A DERRY man acquitted of possessing hand grenades in Syria is to stand trial again on the charges a jury failed to reach any verdict.
Eamon Bradley was alleged to have been involved with a Syrian rebel group opposed to the government of President Bashar Assad and Islamic State.
At Belfast’s Laganside Courthouse today, Monday, March 20, it was decided that the 28-year-old would stand trial again at Derry Crown Court on three charges.
A jury of his peers will try him on the charges of of attending a terrorist training camp and receving instruction in the use of a grenade and an AK 47, a DShk and BKC firearms on differing dates between March and September 2014.
These were the charges the jury at his original trial failed to return any verdicts on following six hours deliberation during which they acquitted him of three further charges of having a grenade with intent to endanger life between May and October 2014.
Bradley was not in the Belfast court to hear he will stand trial again in late August, early September, following the summer recess.
But defence counsel Brian McCartney QC was able to secure a reduction in Bradley’s bail terms.
While he will still have to report to the police, the need for a curfew between 11pm and 7am was lifted.
Prosecutor Ciaran Murphy QC told trial Judge Brian Sherrard it had been hoped to have the retrial after the Easter break, but because of witness difficulites this was not now the case.
He said that in the circumstances it was thought best that if the trial were to start in the middle of the last week of August, it could be completed by the beginning of September.
Judge Sherrard adjourned the case to be mentioned again early next month when the actual date for the retrial to be fixed.
At his original trial, the first case of its type taken in Northern Ireland, the prosecution claimed that Bradley had been truthful when he told detectives about his alleged activities in Syria after being spirited into the country from Turkey in a makeshift raft.

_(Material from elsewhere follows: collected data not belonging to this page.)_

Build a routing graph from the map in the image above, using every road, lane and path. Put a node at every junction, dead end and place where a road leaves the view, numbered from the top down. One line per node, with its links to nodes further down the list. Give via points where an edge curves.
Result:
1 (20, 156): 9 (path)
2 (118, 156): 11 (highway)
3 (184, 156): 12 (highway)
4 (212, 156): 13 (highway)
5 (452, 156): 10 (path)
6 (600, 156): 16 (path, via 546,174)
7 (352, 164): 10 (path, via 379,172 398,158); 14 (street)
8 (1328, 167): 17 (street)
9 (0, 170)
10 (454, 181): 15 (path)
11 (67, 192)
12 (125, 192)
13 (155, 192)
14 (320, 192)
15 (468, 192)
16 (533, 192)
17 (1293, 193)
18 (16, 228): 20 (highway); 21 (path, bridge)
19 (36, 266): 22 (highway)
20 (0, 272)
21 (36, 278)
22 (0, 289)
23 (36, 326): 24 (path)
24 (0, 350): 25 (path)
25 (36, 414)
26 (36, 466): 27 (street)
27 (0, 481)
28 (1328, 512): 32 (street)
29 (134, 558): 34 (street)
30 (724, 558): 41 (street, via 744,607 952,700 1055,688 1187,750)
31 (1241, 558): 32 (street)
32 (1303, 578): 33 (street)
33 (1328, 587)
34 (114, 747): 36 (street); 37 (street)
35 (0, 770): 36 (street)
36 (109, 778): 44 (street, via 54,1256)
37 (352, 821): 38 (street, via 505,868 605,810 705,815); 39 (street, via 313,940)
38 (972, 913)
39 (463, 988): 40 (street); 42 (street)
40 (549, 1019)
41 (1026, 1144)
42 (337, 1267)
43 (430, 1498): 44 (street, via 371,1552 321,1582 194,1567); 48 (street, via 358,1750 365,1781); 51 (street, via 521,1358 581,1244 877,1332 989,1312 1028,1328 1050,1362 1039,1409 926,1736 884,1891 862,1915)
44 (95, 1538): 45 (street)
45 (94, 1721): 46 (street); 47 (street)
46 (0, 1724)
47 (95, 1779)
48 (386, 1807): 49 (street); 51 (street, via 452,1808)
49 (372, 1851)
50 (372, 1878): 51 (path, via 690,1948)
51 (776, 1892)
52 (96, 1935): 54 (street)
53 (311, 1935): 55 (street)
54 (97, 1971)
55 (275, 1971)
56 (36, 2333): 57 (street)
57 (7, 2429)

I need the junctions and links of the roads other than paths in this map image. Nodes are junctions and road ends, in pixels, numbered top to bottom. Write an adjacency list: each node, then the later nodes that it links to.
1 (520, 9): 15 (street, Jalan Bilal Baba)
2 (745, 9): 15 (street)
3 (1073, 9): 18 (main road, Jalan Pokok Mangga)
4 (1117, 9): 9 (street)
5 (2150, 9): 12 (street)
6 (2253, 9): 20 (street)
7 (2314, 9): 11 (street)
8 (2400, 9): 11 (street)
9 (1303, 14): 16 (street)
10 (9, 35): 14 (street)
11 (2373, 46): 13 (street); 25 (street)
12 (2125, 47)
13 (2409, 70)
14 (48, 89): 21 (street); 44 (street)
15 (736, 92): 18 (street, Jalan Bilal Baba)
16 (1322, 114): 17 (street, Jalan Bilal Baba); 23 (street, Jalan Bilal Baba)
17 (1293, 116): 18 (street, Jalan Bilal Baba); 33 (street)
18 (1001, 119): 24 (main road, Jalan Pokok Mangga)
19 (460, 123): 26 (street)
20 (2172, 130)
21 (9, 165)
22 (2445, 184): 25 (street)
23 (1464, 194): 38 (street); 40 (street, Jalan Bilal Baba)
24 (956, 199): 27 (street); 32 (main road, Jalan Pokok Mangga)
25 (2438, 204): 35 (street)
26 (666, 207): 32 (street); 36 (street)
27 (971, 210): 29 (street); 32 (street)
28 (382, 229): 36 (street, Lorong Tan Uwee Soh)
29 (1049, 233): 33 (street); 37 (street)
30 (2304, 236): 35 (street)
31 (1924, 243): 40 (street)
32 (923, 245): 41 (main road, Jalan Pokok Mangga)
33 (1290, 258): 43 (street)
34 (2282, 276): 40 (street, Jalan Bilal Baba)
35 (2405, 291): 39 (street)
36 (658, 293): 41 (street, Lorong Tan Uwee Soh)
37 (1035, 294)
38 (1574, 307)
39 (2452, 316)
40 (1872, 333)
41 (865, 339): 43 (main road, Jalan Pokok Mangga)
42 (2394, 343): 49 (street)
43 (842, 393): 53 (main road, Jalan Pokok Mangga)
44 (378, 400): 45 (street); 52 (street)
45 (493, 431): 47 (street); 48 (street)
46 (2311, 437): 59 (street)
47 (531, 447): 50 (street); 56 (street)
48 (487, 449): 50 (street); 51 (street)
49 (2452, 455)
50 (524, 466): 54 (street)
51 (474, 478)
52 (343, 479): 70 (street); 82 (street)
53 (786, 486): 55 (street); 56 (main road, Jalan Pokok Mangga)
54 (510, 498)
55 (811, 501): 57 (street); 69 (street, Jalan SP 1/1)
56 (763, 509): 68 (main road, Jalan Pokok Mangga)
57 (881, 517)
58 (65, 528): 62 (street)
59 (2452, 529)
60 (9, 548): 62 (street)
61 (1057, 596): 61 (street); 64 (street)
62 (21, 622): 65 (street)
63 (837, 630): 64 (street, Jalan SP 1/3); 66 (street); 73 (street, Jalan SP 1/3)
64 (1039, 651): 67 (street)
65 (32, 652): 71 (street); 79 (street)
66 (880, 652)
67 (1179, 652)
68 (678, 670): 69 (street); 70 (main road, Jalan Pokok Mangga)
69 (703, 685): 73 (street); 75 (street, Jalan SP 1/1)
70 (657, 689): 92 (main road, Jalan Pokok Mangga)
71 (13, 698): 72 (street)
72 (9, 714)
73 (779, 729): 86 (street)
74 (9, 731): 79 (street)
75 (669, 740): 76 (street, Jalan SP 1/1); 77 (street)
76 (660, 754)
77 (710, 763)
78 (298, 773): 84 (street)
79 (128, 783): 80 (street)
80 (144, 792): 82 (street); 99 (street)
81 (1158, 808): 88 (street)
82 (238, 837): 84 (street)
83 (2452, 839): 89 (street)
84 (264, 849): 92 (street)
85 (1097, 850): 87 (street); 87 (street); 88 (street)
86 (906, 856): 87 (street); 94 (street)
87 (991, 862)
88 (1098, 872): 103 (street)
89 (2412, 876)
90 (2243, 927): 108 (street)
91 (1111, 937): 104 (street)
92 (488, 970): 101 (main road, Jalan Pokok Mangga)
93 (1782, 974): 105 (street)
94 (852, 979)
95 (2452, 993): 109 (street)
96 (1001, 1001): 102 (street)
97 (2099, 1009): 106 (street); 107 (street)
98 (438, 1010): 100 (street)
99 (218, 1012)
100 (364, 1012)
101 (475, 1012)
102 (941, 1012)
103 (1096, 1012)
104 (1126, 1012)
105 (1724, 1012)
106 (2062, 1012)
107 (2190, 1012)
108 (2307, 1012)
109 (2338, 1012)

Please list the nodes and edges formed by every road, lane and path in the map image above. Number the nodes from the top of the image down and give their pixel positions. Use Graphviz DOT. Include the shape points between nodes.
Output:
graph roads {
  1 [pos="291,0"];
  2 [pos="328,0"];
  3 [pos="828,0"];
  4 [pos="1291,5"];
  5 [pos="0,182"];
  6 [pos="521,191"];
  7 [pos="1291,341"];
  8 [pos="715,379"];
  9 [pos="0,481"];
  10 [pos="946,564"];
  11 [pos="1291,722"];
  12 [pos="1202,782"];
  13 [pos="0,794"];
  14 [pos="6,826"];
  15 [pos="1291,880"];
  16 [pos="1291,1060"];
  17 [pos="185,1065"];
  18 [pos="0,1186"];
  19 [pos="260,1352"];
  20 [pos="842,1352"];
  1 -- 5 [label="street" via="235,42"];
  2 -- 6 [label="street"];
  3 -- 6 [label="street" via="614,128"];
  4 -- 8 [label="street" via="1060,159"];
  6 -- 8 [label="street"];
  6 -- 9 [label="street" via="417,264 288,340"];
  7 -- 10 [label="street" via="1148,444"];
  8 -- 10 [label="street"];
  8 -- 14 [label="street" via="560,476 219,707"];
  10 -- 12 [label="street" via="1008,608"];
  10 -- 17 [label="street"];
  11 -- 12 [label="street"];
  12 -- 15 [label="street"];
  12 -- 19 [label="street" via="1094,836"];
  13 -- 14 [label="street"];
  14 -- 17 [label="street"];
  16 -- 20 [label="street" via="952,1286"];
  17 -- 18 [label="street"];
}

They also claimed that Bradley, arrested after images of him apparently posing with guns were posted on social media, was not a fantasist, and according to police interview notes, he attended a training camp was armed as a junior infantryman or mujahid fighter.
However, Mr McCartney, for the defence, said that Bradley was not Derry’s answer to Britain’s First World War desert adventurer Lawrence of Arabia and was simply in Turkey on holiday.
An expert witness also testified that the AK 47 assault rifles Bradley was photographed with could have been deactivated.
Mr McCartney also claimed one of the battles his client claimed to have been involved in, simply did not take place, and that there was there was no evidence to corroborate that he was even in Syria.